Across the entries below, tally every line that holds the string "Diagonal" and reply with the number only.

Record excerpts Start Marker

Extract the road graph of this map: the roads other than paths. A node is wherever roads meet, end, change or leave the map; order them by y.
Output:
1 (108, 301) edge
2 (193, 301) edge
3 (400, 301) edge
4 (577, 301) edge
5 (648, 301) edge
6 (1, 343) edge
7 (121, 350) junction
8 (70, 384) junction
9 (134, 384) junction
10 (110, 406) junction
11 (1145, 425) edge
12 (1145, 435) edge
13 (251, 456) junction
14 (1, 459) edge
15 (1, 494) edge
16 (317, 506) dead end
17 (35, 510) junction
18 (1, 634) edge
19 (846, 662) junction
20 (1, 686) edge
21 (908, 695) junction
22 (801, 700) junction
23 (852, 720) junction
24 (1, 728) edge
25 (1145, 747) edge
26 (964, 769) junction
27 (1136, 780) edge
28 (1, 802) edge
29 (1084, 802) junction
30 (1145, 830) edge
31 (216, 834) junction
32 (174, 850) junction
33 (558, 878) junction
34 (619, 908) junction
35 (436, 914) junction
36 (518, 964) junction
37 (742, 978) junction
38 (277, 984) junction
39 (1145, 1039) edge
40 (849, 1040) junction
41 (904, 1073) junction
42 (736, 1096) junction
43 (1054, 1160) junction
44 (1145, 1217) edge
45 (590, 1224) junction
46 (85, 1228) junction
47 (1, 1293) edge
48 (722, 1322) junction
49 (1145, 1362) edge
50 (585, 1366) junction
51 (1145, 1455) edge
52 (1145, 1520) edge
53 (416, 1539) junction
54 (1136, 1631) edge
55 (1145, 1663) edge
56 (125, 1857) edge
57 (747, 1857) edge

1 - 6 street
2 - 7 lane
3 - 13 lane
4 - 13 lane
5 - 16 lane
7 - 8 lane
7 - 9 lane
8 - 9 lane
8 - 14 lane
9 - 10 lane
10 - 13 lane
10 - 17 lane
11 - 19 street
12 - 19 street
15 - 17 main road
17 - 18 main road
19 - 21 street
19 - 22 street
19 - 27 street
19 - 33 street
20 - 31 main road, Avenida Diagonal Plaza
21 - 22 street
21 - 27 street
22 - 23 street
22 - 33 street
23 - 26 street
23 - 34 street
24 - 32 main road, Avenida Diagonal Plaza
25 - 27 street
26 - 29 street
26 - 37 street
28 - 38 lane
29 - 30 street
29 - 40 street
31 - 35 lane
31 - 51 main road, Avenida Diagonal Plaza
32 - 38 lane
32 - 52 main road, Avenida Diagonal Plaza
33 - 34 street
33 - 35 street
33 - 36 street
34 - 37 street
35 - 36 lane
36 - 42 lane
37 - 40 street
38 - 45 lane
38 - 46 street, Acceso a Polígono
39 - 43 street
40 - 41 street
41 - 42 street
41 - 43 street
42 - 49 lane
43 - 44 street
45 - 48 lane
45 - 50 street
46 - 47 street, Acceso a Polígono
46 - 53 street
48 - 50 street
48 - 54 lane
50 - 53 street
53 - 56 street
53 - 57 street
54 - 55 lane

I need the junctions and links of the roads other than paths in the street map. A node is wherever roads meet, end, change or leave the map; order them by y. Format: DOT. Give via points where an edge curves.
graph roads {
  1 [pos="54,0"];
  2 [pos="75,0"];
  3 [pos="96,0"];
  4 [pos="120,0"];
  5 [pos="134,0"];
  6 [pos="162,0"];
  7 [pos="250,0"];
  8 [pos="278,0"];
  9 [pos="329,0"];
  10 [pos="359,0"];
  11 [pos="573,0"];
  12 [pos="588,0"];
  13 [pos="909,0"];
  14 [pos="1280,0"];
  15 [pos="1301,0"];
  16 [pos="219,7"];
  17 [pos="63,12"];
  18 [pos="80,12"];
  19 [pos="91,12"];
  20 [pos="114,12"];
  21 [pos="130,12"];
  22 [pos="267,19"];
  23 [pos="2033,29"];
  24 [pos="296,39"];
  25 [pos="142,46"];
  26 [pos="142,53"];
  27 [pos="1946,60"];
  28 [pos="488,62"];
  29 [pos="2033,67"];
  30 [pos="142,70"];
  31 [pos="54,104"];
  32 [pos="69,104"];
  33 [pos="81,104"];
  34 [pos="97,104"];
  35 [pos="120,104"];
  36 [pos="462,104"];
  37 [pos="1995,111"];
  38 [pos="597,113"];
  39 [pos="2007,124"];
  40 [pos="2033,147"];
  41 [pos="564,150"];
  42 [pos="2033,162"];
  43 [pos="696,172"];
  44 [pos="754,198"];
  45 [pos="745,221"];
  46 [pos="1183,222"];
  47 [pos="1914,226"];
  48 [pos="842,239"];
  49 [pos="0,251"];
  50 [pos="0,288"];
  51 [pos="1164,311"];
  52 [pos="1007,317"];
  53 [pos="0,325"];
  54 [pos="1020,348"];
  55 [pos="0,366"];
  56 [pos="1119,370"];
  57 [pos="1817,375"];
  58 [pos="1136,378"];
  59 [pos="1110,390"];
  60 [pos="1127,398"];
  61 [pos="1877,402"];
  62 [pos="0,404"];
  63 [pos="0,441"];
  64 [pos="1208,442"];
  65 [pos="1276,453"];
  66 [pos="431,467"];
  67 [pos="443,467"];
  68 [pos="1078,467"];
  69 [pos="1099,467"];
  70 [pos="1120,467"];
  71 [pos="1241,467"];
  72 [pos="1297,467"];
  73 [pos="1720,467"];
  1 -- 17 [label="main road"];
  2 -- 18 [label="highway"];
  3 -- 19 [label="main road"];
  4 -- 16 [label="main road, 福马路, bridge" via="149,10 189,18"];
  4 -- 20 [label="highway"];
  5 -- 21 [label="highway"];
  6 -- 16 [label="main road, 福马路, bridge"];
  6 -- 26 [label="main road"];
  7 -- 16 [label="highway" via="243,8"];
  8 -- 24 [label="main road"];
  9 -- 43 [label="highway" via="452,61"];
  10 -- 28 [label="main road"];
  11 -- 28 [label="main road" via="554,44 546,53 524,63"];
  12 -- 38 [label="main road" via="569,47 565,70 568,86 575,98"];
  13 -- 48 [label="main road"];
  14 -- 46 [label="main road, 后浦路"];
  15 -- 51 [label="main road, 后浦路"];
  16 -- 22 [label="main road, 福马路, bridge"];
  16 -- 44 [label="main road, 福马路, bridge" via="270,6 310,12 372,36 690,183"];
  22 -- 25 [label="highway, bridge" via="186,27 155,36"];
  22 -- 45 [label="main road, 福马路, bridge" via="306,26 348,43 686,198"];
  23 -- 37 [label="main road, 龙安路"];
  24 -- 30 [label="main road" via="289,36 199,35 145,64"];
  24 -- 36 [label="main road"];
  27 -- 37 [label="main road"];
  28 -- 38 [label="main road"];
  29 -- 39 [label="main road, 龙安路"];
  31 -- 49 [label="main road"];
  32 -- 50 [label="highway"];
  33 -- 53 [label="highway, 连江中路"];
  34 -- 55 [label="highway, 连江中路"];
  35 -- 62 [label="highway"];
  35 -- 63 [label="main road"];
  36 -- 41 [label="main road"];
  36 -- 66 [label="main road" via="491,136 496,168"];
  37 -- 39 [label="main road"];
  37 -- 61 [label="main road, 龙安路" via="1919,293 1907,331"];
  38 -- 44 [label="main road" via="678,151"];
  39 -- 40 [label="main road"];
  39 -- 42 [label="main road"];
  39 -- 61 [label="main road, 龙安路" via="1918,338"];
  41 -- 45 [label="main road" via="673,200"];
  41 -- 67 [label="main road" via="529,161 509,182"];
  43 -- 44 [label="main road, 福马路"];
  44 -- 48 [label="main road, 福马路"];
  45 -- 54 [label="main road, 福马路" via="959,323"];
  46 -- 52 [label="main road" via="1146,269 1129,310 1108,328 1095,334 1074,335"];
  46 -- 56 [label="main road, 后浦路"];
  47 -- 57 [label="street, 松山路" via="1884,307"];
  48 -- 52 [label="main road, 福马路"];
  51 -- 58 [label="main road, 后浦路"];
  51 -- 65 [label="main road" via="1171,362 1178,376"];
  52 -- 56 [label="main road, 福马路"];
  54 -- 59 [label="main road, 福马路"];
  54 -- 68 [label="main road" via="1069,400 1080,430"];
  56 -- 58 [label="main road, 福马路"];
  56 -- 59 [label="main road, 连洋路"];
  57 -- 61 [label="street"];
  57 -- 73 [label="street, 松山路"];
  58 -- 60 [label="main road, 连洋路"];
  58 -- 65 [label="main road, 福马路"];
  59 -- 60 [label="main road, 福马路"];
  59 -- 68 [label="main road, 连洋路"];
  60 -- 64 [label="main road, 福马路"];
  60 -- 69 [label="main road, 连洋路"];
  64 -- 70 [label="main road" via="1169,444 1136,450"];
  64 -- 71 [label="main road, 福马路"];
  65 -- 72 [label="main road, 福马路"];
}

Record excerpts End Marker

**Output of the task**
4